Qoma was scathing of Brown's track record as public enterprises minister and of her claims that she was unaware or had been lied to about key events in Eskom's turbulent affairs.

Qoma, a communications expert who was appointed at Eskom on December 1 previous year, with a mandate to rescue the utility's battered reputation in the wake of the Public Protector's State of Capture report, said Brown's strategy of claiming "I was lied to" and "I didn't know" was a public admission of incompetence.
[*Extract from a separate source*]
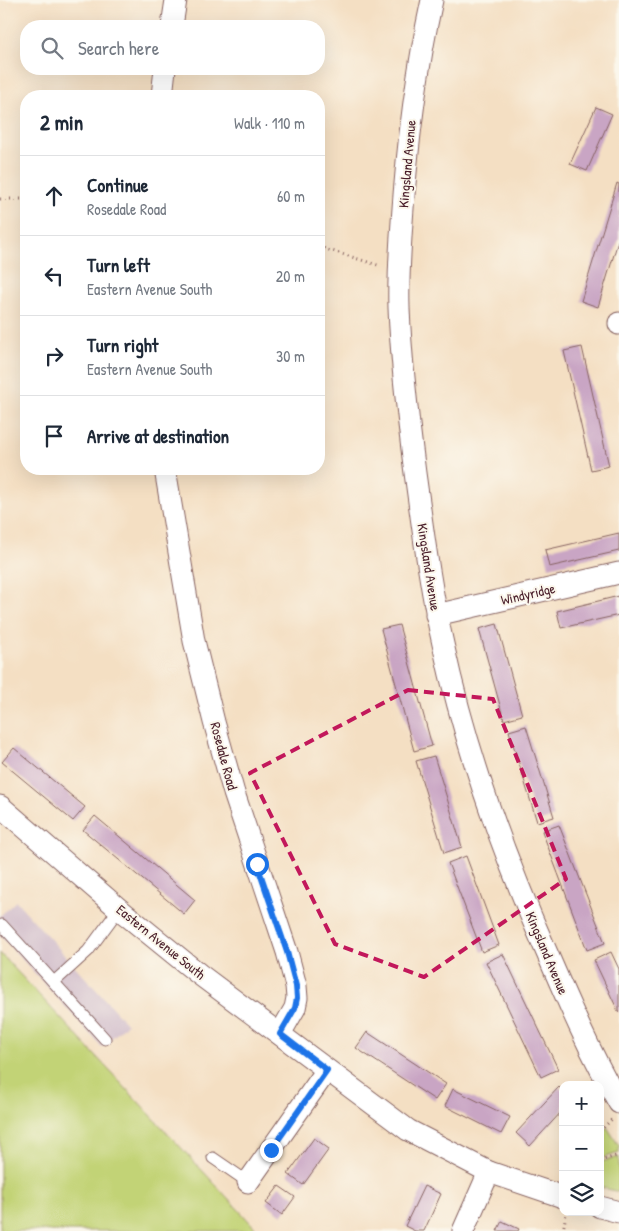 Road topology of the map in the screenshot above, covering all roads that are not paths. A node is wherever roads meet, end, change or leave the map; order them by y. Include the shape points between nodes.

She said the swirl of allegations that have enveloped them must be investigated and set right.

"The problem here is the minister". "The fact of the matter is that if we deal with the respect of office, this minister needs to sit here and account".

Qoma said he had met Khoza at his (Khoza's) home on June 17, to discuss a proposal to suspend both Koko and Eskom chief financial officer Anoj Singh. "She is totally incompetent". The relationship between the chairman and the former CEO could be illustrated, he said, by Ngubane's decision to drop in on him to see how he was doing after he was forced out of the company shortly after Brown allowed him to return as CEO.

Qoma described the debacle in which Eskom allowed disgraced Molefe to retire on a full pension of R30 million at the age of 50 after he was implicated in state capture by former Public Protector Thuli Madonsela as a "well-orchestrated Ponzi scheme".

This comes after a report Eskom presented to Government, as the major shareholder, revealed that the power utility only has R1.2 billion left in its cash reserves until the end of November 2017, when it should have R20 billion. It was also at Singh's insistence that journalist Chris Yelland was blacklisted from Eskom's information systems, he told the committee.